[GIVEN RECORDS — start]

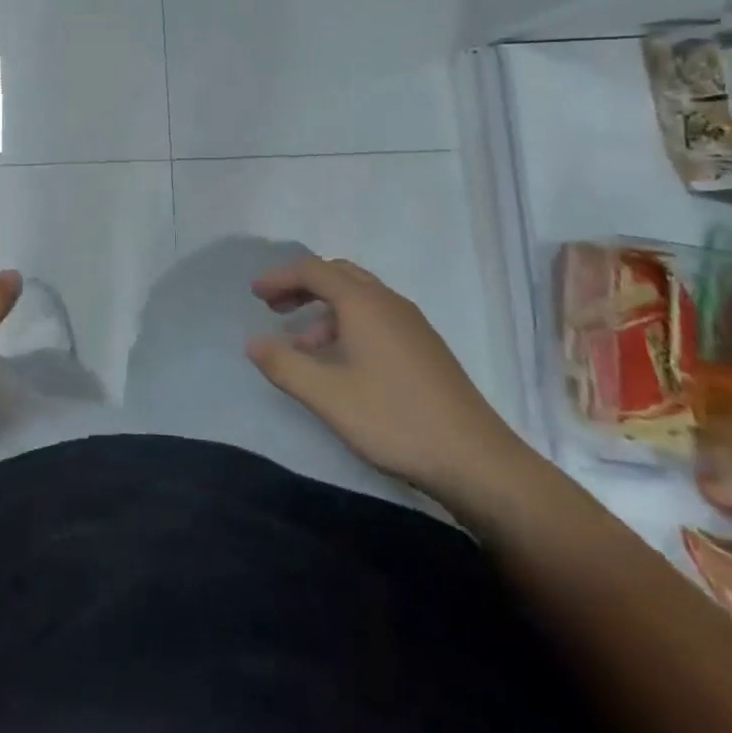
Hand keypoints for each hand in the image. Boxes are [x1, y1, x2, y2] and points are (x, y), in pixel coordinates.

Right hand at [246, 255, 526, 501]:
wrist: (478, 462)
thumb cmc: (395, 420)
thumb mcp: (327, 396)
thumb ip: (284, 365)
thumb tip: (253, 342)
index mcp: (364, 304)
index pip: (314, 270)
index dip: (280, 277)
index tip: (255, 294)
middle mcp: (389, 303)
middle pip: (339, 275)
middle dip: (302, 286)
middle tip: (274, 307)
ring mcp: (412, 325)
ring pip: (359, 298)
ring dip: (325, 309)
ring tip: (301, 346)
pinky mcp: (425, 349)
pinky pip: (376, 318)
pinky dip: (348, 325)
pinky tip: (341, 364)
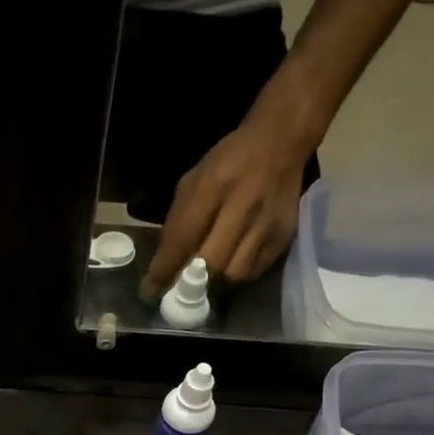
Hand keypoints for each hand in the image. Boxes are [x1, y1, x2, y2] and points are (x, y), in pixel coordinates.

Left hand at [140, 106, 310, 302]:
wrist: (279, 143)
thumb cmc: (227, 163)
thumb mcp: (194, 181)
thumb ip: (178, 222)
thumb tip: (163, 266)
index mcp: (214, 186)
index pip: (184, 238)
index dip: (165, 269)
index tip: (150, 291)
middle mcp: (244, 206)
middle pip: (212, 263)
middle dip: (190, 282)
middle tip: (179, 289)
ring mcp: (267, 224)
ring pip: (235, 274)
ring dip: (215, 283)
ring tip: (206, 279)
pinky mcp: (283, 237)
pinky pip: (254, 272)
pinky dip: (236, 276)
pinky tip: (229, 267)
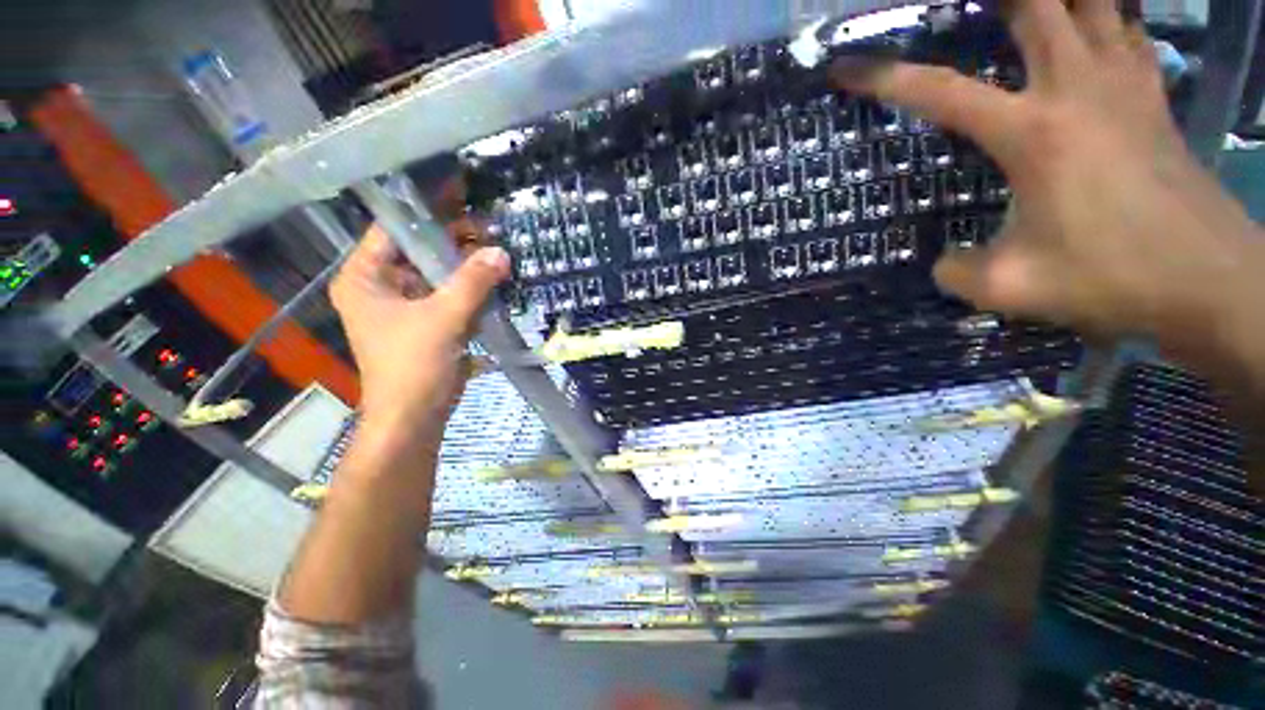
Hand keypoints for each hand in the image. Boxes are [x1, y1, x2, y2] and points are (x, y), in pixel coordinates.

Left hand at [329, 225, 510, 450]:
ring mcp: (404, 305)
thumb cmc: (414, 366)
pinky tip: (492, 277)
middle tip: (490, 225)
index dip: (425, 210)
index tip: (462, 195)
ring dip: (464, 264)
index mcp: (365, 277)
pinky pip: (447, 293)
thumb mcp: (445, 318)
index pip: (392, 228)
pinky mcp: (425, 321)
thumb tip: (501, 252)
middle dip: (454, 240)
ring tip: (496, 247)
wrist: (415, 417)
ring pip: (436, 272)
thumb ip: (473, 282)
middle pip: (418, 249)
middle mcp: (380, 285)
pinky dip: (468, 287)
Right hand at [832, 0, 1258, 343]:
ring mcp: (1122, 84)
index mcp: (1032, 132)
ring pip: (1091, 1)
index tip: (844, 69)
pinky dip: (1105, 14)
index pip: (939, 92)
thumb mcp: (1009, 288)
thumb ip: (958, 271)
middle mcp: (1075, 88)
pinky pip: (1127, 28)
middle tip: (958, 8)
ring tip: (1028, 8)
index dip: (884, 78)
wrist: (1208, 281)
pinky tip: (1090, 22)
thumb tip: (945, 261)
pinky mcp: (1151, 95)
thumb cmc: (1109, 278)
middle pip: (1035, 3)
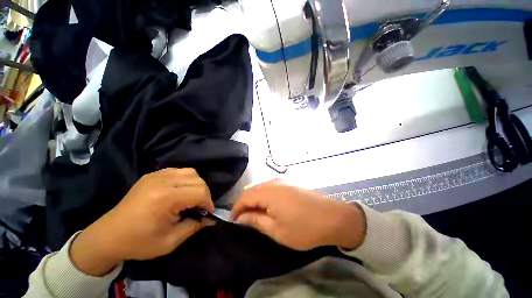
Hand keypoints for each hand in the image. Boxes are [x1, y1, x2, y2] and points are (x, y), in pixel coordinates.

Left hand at [70, 168, 214, 275]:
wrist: (109, 236)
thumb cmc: (139, 242)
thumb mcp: (170, 240)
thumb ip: (195, 226)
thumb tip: (211, 218)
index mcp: (166, 198)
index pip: (200, 192)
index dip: (208, 203)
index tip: (207, 214)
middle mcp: (163, 181)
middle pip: (198, 180)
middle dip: (204, 194)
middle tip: (199, 207)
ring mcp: (157, 175)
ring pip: (190, 172)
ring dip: (196, 185)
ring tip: (191, 198)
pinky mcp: (152, 175)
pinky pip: (178, 171)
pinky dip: (185, 179)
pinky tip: (180, 190)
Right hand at [232, 180, 365, 250]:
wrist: (333, 217)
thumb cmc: (304, 227)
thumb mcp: (277, 230)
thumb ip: (256, 221)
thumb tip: (241, 217)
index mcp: (269, 193)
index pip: (245, 197)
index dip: (237, 208)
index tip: (234, 221)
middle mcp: (274, 183)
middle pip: (252, 190)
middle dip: (245, 204)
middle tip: (244, 219)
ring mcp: (283, 181)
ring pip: (261, 188)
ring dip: (255, 200)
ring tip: (255, 214)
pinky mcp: (289, 183)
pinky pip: (270, 188)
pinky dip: (264, 196)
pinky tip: (269, 206)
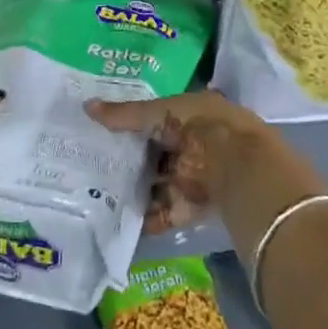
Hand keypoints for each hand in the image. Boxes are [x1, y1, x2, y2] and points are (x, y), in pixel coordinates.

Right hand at [85, 91, 327, 250]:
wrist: (243, 168)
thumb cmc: (204, 127)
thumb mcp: (162, 112)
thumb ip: (125, 115)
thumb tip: (86, 107)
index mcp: (187, 118)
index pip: (151, 120)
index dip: (126, 125)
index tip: (95, 130)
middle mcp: (188, 147)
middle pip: (150, 156)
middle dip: (123, 161)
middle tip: (85, 163)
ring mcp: (189, 179)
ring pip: (152, 186)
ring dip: (129, 191)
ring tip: (90, 192)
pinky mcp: (189, 208)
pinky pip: (160, 214)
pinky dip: (142, 220)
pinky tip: (112, 221)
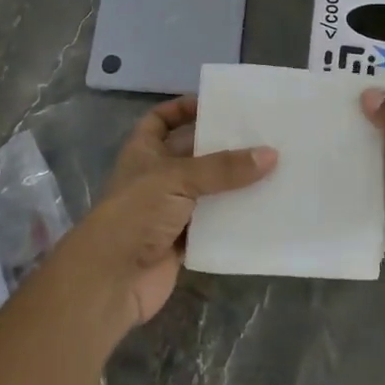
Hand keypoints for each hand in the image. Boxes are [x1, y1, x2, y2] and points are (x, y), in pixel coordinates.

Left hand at [55, 96, 276, 329]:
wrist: (112, 280)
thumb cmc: (136, 213)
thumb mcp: (178, 178)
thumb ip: (224, 167)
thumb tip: (271, 154)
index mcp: (144, 152)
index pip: (161, 119)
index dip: (183, 108)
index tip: (217, 104)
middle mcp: (157, 177)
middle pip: (193, 153)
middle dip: (223, 145)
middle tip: (262, 135)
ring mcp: (170, 210)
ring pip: (208, 189)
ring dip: (234, 183)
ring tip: (273, 168)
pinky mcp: (183, 240)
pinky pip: (215, 223)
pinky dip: (235, 218)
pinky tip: (265, 208)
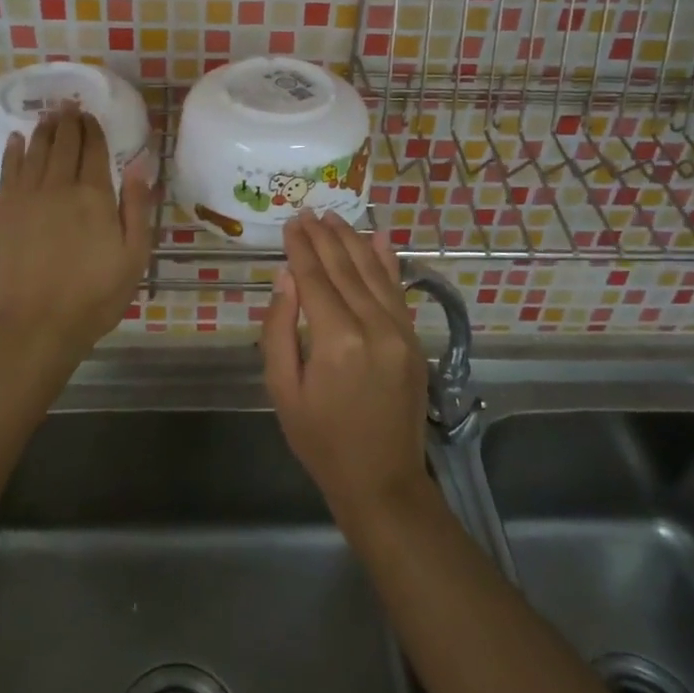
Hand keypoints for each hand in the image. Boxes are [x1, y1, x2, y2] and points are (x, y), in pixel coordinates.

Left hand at [0, 109, 152, 377]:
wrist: (36, 324)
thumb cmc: (94, 295)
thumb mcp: (134, 256)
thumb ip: (136, 207)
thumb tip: (138, 165)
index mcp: (94, 195)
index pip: (93, 149)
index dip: (93, 129)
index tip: (91, 115)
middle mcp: (58, 186)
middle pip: (63, 144)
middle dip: (68, 122)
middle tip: (68, 106)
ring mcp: (26, 197)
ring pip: (35, 151)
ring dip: (44, 130)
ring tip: (48, 115)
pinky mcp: (3, 212)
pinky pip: (9, 170)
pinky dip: (15, 151)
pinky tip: (18, 140)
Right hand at [261, 212, 430, 526]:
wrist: (382, 480)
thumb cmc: (321, 440)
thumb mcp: (283, 391)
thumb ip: (279, 330)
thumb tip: (286, 277)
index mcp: (336, 340)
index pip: (315, 279)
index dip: (301, 248)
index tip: (290, 223)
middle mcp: (373, 326)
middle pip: (345, 269)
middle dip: (324, 237)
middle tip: (308, 212)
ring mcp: (400, 331)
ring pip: (373, 272)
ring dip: (352, 241)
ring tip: (334, 217)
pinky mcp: (413, 339)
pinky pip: (398, 290)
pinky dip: (388, 262)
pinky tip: (378, 238)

[GIVEN RECORDS — finish]

▶ [WHAT NEEDS TO BE DONE] Reproduce the data above word for word and omit the images.

▶ [RESULT OF THIS EXERCISE]
Hand keypoints for each hand in the image. Boxes are [x1, y1, x2, y2] and points are (x, y), in pixel coordinates.

Right hand at [246, 255, 526, 501]:
wrist: (478, 462)
thumb cmc: (395, 420)
thumb mcp: (327, 396)
thumb ip: (284, 365)
thumb tip: (253, 342)
index mcp: (364, 304)
index pip: (314, 270)
index dip: (280, 277)
index tip: (255, 294)
middle mcp: (389, 303)
middle pip: (339, 275)
middle dip: (302, 286)
middle tip: (274, 307)
ring mcp: (412, 325)
ring pip: (359, 298)
ring dip: (325, 309)
ring tip: (301, 346)
pinky mcp: (425, 349)
pinky pip: (376, 318)
pinky dip: (348, 325)
pinky tip: (341, 364)
Hand keypoints for each hand in the image. Boxes are [x1, y1, x2, y2] and points are (x, y), in pixel coordinates.

Left hand at [140, 106, 310, 302]:
wrist: (279, 143)
thumb cmc: (227, 163)
thumb mcp: (194, 181)
thumb ip: (178, 222)
thumb tip: (163, 266)
index mcp: (214, 186)
index pip: (184, 238)
index dip: (165, 269)
index tip: (150, 291)
middle mcp: (244, 206)
middle pip: (212, 263)
middle dip: (190, 282)
middle tip: (179, 289)
ring mcp: (267, 224)
ring pip: (235, 274)
ring dip: (215, 283)
ring tip: (206, 279)
pinky mcp: (283, 237)
pinky pip: (254, 272)
pinky dip: (236, 276)
pinky tip: (229, 267)
Hand keypoints for each hand in the image. Boxes are [x1, y1, x2, y2] and points are (x, y), in pixel coordinates.

Left hand at [329, 225, 510, 450]:
ring mcp: (404, 305)
thumb cmc: (414, 366)
pinky tip: (492, 277)
middle tip: (490, 225)
index dip: (425, 210)
index tip: (462, 195)
ring dip: (464, 264)
index mcp: (365, 277)
pinky pip: (447, 293)
thumb mcp: (445, 318)
index pip: (392, 228)
pinky mcp: (425, 321)
thumb tip: (501, 252)
middle dip: (454, 240)
ring tip: (496, 247)
wrist: (415, 417)
ring pip: (436, 272)
thumb ip: (473, 282)
middle pip: (418, 249)
middle mcp: (380, 285)
pinky dip: (468, 287)
Right hand at [832, 0, 1258, 343]:
ring mcp: (1122, 84)
index mcp: (1032, 132)
ring pip: (1091, 1)
index tip: (844, 69)
pinky dip: (1105, 14)
index pip: (939, 92)
thumb mcp: (1009, 288)
thumb ip: (958, 271)
middle mcp: (1075, 88)
pinky pip: (1127, 28)
middle tip: (958, 8)
ring tip: (1028, 8)
index dip: (884, 78)
wrist: (1208, 281)
pinky tip: (1090, 22)
thumb tip: (945, 261)
pinky mcp: (1151, 95)
thumb cmc: (1109, 278)
middle pip: (1035, 3)
Hand keypoints for each hand in the image. Boxes are [x1, y1, x2, y2] and points are (x, y), in pixel coordinates.

Left hand at [70, 168, 214, 275]:
wrist: (109, 236)
thumb cmc: (139, 242)
thumb mcp: (170, 240)
thumb ip: (195, 226)
thumb tip: (211, 218)
index mcp: (166, 198)
index pip: (200, 192)
index dip: (208, 203)
index tip: (207, 214)
middle mcp: (163, 181)
middle pip: (198, 180)
middle dip: (204, 194)
middle tip: (199, 207)
ring mcp: (157, 175)
ring pip: (190, 172)
ring dip: (196, 185)
ring tip: (191, 198)
pinky mcp: (152, 175)
pinky pip: (178, 171)
pinky dip: (185, 179)
pinky tip: (180, 190)
Right hand at [232, 180, 365, 250]:
wrist: (333, 217)
thumb cmc: (304, 227)
thumb mcp: (277, 230)
thumb ip: (256, 221)
thumb tip: (241, 217)
index mcp: (269, 193)
index pip: (245, 197)
index dip: (237, 208)
index tip: (234, 221)
middle mcp: (274, 183)
middle pip: (252, 190)
middle dip: (245, 204)
middle tip: (244, 219)
ring mcp: (283, 181)
ring pip: (261, 188)
ring dip: (255, 200)
ring tip: (255, 214)
pinky mcp: (289, 183)
pinky pip: (270, 188)
pinky dip: (264, 196)
pinky tip: (269, 206)
Hand keypoints for each hand in the image. Boxes are [x1, y1, x2, y2] and points are (x, y), in pixel coordinates.

Right hand at [85, 91, 327, 250]:
wrist: (243, 168)
thumb cmc: (204, 127)
thumb mcp: (162, 112)
thumb ip: (125, 115)
thumb tip: (86, 107)
index mcp: (187, 118)
index pip: (151, 120)
index dip: (126, 125)
index tip: (95, 130)
middle mcp: (188, 147)
middle pip: (150, 156)
middle dip: (123, 161)
middle tip: (85, 163)
ring mcp: (189, 179)
ring pip: (152, 186)
ring dip: (129, 191)
ring tip: (90, 192)
pinky mcp: (189, 208)
pinky pip: (160, 214)
pinky dip: (142, 220)
pinky tip: (112, 221)
Hand keypoints for each hand in the image. Boxes are [x1, y1, x2, y2] and points are (x, y), in pixel coordinates.

Left hand at [55, 96, 276, 329]:
wrist: (112, 280)
thumb cmc: (136, 213)
thumb mcp: (178, 178)
thumb ip: (224, 167)
thumb tip: (271, 154)
index mcp: (144, 152)
index pip: (161, 119)
index dip: (183, 108)
index tip: (217, 104)
middle mcp: (157, 177)
middle pip: (193, 153)
middle dip: (223, 145)
middle tip: (262, 135)
ring mcp: (170, 210)
ring pip: (208, 189)
ring dip: (234, 183)
ring tip: (273, 168)
pinky mcp: (183, 240)
pinky pip: (215, 223)
pinky dip: (235, 218)
pinky tip: (265, 208)
Hand keypoints for each hand in the image. Boxes are [x1, y1, x2, y2] and points are (x, y), in pixel coordinates.

Left hand at [0, 109, 152, 377]:
wrist: (36, 324)
thumb cmc: (94, 295)
thumb mcp: (134, 256)
thumb ip: (136, 207)
thumb tip: (138, 165)
index mcp: (94, 195)
index pip: (93, 149)
index dip: (93, 129)
index tip: (91, 115)
middle mcp: (58, 186)
middle pip: (63, 144)
middle dip: (68, 122)
middle tip: (68, 106)
ring mcp: (26, 197)
ring pip: (35, 151)
ring dip: (44, 130)
ring tip: (48, 115)
pinky mcp: (3, 212)
pinky pip: (9, 170)
pinky dip: (15, 151)
pinky tip: (18, 140)
Right hand at [261, 212, 430, 526]:
wrist: (382, 480)
thumb cmc: (321, 440)
thumb mcp: (283, 391)
thumb ip: (279, 330)
thumb tip: (286, 277)
index mcp: (336, 340)
index pip: (315, 279)
index dip: (301, 248)
index tip: (290, 223)
middle mcp: (373, 326)
middle pip: (345, 269)
middle dip: (324, 237)
middle tip: (308, 212)
ring mcp: (400, 331)
ring pip: (373, 272)
ring dip: (352, 241)
ring tip: (334, 217)
pinky mcp: (413, 339)
pinky pip: (398, 290)
pinky dip: (388, 262)
pinky tip: (378, 238)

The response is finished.